We have FPGAs for (most) logic stuff, but what if I wanted a tiny, power-efficient RF (Wi-Fi or GPS for instance) chip?

Can you do it in 1000 logic gates, in a size of 150 x 170 um?

There are very few things that are more complex than toys which fit in that space. It's primarily a learning opportunity, not a hack to build a product.

Also, most of the hard work in Wi-Fi and GPS modules is not in receiving the binary radio signal but in the protocols to decode it. For wifi, the 802.11 protocol would require your PHY to provide at the very least the orthogonal frequency-division multiplexing, but you're probably expecting something closer to a Wiznet chip that provides the fundamental stack available from eg. the lwIP project.

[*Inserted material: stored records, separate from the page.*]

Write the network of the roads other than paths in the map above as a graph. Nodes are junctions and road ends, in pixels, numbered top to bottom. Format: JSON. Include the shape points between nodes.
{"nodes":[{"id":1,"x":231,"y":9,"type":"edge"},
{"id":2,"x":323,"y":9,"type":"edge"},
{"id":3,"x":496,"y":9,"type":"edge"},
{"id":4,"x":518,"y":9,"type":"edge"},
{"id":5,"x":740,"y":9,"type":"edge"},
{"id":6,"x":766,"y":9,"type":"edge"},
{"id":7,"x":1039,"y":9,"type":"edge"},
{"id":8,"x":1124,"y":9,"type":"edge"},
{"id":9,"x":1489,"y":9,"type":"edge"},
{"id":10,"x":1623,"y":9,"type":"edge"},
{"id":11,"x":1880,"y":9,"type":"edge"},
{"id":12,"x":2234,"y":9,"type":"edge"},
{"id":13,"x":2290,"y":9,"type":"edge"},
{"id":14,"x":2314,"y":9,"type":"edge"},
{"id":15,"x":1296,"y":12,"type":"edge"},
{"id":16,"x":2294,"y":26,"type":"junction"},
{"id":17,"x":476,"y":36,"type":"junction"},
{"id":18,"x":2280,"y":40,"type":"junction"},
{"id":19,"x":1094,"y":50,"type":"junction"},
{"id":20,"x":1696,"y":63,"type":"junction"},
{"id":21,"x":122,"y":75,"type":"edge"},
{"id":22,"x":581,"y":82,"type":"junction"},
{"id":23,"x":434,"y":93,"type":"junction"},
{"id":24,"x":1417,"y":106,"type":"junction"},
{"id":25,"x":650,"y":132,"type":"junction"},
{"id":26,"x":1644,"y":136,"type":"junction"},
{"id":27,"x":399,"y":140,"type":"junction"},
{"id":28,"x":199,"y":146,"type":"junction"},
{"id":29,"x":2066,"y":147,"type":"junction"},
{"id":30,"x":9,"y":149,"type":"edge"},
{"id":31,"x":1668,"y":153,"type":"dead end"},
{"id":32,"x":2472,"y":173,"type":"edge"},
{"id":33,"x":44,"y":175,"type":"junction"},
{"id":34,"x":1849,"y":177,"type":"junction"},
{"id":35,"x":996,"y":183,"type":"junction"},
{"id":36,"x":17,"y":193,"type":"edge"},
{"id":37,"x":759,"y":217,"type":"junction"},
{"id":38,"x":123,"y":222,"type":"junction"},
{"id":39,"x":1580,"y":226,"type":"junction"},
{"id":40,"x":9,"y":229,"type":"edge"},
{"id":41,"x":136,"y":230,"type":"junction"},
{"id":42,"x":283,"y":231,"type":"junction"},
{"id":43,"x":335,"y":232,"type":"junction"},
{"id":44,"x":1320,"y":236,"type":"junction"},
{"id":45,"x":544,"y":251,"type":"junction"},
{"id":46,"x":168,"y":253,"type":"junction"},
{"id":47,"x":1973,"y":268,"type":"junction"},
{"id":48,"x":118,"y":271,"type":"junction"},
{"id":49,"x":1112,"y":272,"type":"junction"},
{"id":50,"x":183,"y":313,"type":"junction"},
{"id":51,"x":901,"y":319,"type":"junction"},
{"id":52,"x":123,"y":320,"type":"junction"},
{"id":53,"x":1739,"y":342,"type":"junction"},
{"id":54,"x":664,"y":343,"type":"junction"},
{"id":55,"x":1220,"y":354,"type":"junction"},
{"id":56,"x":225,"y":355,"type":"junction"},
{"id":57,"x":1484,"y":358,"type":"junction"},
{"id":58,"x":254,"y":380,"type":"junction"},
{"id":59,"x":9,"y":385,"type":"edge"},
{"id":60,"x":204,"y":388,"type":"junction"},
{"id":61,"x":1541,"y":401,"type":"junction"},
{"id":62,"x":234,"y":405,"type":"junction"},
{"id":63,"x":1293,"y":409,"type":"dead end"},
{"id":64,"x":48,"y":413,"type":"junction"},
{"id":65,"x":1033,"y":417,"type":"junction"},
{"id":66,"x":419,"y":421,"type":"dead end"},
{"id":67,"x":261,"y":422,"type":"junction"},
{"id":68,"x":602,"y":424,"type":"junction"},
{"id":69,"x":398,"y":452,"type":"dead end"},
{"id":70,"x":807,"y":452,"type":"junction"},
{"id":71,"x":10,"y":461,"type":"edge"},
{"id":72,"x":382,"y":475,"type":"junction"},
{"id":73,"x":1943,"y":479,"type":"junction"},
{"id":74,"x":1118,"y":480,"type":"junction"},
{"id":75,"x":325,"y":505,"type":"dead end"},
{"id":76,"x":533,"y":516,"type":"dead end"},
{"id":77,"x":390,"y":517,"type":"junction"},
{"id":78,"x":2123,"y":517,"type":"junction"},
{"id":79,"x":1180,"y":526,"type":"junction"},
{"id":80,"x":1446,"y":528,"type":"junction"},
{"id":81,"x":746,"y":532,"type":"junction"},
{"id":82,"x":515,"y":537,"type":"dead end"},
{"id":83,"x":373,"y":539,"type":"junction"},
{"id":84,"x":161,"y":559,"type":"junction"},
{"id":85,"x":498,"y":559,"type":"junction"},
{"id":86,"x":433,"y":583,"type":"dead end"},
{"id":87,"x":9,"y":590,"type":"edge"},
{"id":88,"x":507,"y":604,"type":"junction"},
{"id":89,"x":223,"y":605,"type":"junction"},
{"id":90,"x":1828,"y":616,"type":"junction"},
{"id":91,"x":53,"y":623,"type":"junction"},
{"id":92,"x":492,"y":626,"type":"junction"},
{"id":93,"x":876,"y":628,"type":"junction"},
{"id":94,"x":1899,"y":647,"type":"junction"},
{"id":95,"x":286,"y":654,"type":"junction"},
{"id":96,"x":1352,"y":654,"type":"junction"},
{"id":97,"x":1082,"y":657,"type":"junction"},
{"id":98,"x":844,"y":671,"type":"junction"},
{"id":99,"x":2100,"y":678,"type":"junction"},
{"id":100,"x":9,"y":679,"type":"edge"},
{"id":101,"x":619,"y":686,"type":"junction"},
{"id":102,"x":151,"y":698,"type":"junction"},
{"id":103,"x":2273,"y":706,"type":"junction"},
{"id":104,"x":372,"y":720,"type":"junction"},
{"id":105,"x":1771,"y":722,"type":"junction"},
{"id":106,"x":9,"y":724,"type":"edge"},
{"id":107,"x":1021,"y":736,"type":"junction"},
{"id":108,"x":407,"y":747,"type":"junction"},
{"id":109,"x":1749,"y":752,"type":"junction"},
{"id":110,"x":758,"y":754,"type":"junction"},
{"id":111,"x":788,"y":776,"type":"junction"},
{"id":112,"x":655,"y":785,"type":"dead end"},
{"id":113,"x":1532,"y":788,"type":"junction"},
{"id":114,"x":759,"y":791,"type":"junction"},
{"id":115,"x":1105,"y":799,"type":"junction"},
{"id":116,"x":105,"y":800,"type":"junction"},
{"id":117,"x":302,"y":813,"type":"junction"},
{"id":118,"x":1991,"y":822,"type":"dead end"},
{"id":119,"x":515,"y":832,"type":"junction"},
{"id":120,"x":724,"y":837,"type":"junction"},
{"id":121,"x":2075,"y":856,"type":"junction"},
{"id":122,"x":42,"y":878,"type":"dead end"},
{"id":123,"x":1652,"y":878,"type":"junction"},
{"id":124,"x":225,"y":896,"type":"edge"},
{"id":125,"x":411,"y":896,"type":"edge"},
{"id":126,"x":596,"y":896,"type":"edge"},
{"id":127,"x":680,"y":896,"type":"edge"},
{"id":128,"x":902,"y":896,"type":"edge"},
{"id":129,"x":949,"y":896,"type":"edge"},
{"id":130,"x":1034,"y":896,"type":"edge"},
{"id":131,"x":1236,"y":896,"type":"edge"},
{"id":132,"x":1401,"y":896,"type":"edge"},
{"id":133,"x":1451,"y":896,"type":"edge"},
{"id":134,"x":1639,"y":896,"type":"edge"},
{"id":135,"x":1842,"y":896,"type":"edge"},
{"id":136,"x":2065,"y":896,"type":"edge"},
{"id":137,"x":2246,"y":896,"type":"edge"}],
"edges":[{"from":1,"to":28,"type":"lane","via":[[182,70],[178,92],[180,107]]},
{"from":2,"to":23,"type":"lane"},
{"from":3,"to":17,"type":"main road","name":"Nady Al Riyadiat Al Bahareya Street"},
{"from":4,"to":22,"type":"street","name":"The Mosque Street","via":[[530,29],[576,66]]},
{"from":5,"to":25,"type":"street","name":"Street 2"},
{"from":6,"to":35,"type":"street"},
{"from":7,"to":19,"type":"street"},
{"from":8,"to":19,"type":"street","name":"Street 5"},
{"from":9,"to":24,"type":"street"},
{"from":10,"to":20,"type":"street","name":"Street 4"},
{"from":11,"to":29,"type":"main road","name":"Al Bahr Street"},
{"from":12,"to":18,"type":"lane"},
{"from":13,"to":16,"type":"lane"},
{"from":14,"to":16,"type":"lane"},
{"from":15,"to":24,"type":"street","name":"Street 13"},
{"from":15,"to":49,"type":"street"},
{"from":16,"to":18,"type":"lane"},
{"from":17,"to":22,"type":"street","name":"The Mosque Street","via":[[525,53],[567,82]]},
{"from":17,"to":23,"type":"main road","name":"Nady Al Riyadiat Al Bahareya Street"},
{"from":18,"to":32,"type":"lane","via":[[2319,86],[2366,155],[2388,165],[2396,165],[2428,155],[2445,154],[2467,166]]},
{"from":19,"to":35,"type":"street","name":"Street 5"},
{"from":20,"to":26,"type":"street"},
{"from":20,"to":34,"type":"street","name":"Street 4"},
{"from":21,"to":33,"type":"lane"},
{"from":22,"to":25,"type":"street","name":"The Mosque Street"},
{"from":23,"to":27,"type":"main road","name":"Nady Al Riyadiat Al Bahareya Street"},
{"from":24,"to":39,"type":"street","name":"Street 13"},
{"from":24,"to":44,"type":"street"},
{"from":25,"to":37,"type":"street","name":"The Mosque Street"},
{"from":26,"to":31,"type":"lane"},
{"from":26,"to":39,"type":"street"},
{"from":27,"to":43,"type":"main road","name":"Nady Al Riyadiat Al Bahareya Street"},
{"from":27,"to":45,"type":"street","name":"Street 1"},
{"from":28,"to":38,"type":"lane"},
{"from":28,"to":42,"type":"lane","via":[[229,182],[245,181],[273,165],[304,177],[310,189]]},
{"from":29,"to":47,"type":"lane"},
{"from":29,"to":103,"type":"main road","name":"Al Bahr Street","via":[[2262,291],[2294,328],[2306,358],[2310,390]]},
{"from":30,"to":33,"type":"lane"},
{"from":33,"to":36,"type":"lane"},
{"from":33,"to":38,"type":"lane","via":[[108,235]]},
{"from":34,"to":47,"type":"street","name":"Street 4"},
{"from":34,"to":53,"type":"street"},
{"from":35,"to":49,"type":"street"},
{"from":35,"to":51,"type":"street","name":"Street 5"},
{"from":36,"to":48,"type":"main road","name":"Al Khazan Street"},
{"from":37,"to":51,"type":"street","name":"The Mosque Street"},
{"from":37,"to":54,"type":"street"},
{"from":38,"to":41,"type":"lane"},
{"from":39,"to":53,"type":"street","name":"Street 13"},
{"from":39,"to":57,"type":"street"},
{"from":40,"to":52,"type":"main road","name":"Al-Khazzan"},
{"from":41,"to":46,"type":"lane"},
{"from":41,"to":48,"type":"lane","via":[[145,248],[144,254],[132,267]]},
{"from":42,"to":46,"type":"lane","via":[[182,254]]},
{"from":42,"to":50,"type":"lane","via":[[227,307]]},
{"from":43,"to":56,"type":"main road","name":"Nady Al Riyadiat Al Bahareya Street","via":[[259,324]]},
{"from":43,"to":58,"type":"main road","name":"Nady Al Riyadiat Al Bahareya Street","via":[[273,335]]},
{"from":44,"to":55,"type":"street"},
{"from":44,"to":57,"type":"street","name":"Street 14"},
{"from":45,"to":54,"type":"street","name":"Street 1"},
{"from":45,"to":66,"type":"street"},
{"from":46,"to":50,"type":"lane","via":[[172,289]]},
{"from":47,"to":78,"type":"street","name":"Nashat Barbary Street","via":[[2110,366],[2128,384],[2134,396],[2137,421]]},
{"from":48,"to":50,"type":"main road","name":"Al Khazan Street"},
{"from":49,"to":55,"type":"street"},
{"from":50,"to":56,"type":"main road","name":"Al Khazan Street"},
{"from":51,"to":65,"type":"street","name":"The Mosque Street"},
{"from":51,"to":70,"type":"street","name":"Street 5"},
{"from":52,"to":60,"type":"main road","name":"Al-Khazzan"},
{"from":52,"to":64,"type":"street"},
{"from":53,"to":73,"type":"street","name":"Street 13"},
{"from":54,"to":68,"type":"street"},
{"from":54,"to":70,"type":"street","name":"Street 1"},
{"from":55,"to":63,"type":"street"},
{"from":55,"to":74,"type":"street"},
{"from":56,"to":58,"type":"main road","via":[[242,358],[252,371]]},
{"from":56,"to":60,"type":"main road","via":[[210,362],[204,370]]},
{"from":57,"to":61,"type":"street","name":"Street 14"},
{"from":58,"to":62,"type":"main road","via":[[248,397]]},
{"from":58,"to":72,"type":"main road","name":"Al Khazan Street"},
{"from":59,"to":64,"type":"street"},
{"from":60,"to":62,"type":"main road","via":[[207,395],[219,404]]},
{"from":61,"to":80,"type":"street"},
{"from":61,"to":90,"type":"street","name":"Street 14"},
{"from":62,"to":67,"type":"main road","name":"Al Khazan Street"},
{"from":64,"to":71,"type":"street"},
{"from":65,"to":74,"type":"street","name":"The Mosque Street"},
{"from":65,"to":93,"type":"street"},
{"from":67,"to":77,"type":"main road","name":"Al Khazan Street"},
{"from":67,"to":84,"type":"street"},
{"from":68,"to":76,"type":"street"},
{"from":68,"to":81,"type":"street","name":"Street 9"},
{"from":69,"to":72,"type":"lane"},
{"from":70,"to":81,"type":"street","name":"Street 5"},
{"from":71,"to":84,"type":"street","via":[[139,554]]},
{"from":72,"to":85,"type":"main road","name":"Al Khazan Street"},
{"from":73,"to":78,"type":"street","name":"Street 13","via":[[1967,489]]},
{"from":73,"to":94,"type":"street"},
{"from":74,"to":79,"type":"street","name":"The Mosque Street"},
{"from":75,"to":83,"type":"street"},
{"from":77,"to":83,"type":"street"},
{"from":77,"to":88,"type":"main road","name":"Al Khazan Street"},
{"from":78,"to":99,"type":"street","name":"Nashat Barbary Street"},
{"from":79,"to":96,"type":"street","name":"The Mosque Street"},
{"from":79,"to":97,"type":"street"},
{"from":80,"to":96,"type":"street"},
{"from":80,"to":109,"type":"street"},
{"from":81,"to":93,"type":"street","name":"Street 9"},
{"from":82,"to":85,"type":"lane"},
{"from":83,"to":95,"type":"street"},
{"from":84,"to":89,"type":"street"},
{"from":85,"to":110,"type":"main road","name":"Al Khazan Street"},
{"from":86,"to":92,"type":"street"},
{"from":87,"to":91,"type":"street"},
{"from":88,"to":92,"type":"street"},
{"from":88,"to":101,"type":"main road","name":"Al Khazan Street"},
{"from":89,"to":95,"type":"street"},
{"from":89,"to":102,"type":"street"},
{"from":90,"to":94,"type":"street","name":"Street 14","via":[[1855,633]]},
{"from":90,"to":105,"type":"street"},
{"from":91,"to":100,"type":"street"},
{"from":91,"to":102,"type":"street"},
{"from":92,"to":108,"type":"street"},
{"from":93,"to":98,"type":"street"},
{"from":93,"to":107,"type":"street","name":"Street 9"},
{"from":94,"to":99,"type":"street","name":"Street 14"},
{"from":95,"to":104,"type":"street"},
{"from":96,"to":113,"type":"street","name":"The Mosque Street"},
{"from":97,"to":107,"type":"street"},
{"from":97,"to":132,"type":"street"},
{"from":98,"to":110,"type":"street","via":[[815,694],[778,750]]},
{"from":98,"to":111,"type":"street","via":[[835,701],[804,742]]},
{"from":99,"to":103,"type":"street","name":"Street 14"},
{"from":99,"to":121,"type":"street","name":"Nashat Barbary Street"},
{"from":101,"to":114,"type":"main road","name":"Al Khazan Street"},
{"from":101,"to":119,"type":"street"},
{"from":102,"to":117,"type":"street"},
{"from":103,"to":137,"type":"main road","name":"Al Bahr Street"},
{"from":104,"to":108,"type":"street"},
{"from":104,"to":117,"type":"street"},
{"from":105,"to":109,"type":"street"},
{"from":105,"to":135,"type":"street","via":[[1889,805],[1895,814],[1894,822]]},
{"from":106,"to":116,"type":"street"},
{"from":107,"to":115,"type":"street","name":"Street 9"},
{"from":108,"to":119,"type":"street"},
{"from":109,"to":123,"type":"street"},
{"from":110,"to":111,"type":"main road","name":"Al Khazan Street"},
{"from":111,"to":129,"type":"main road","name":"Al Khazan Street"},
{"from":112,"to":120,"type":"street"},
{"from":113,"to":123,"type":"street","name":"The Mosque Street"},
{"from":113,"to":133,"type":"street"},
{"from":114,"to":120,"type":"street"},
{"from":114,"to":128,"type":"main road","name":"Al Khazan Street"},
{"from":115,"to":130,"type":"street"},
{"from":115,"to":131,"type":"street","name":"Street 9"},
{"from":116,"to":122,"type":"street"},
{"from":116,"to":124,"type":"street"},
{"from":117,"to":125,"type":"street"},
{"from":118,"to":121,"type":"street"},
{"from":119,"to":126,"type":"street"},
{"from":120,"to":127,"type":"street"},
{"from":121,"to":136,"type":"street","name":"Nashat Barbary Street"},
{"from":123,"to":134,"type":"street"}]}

Well, the question was: can you do analog designs? Designing your own transistors, not relying on logic gates library. That's what full custom means.

That opens the door to less conventional stuff, such as CMOS imagers, memories, RF/Analog designs, etc. Obviously the available space and I/O are going to be limitting factors.

Regarding Wi-Fi, I was thinking of some of the RF frontend for a project such as [1]. I am not extremely knowledgeable about RF, so that would be a learning opportunity. I imagine it to be mostly carrier generation and multiplexing, the higher layers are doable on an off-the-shelf FPGA.

That said, Wi-Fi is a simple target, but maybe not the most interesting one. That's the first full-custom application example I thought of.